◆ WORK REQUIRED:
Reproduce verbatim the lines of the material below, starting at the line with "index mcp: (343, 355)" and ending at the line with "pinky pip: (443, 314)", both inclusive; skip the rest.

◆ RECORDS:
----
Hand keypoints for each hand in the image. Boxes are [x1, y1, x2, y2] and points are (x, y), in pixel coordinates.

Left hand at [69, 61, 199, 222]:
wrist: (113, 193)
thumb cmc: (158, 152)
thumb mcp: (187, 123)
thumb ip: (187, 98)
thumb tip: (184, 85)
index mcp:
----
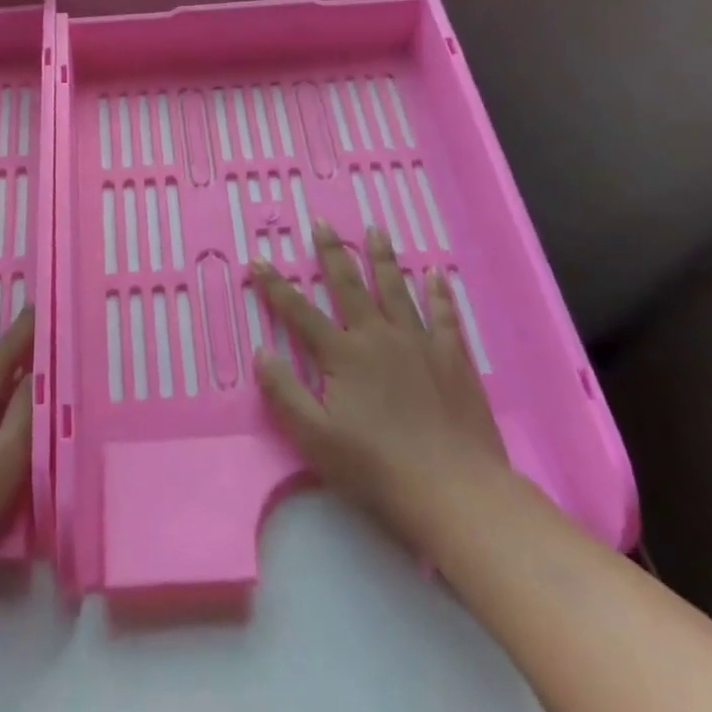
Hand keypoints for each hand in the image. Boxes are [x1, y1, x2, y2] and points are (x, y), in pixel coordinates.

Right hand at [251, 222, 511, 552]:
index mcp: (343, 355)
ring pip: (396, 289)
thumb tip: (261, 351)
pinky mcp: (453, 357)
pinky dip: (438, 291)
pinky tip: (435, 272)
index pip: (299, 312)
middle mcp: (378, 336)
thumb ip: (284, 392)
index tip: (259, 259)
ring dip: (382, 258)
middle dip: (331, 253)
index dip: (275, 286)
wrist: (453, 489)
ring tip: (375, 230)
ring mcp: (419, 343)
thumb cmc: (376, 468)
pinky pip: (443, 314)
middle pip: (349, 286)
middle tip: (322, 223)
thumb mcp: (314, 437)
----
◆ EXERCISE ANSWER:
index mcp: (343, 355)
ring pip: (396, 289)
thumb tip: (261, 351)
pinky mcp: (453, 357)
pinky dip: (438, 291)
pinky tip: (435, 272)
index pip: (299, 312)
middle mcp: (378, 336)
thumb ip: (284, 392)
index tip: (259, 259)
ring dip: (382, 258)
middle dip: (331, 253)
index dip: (275, 286)
wrist: (453, 489)
ring tip: (375, 230)
ring mcp: (419, 343)
thumb cmc: (376, 468)
pinky pip: (443, 314)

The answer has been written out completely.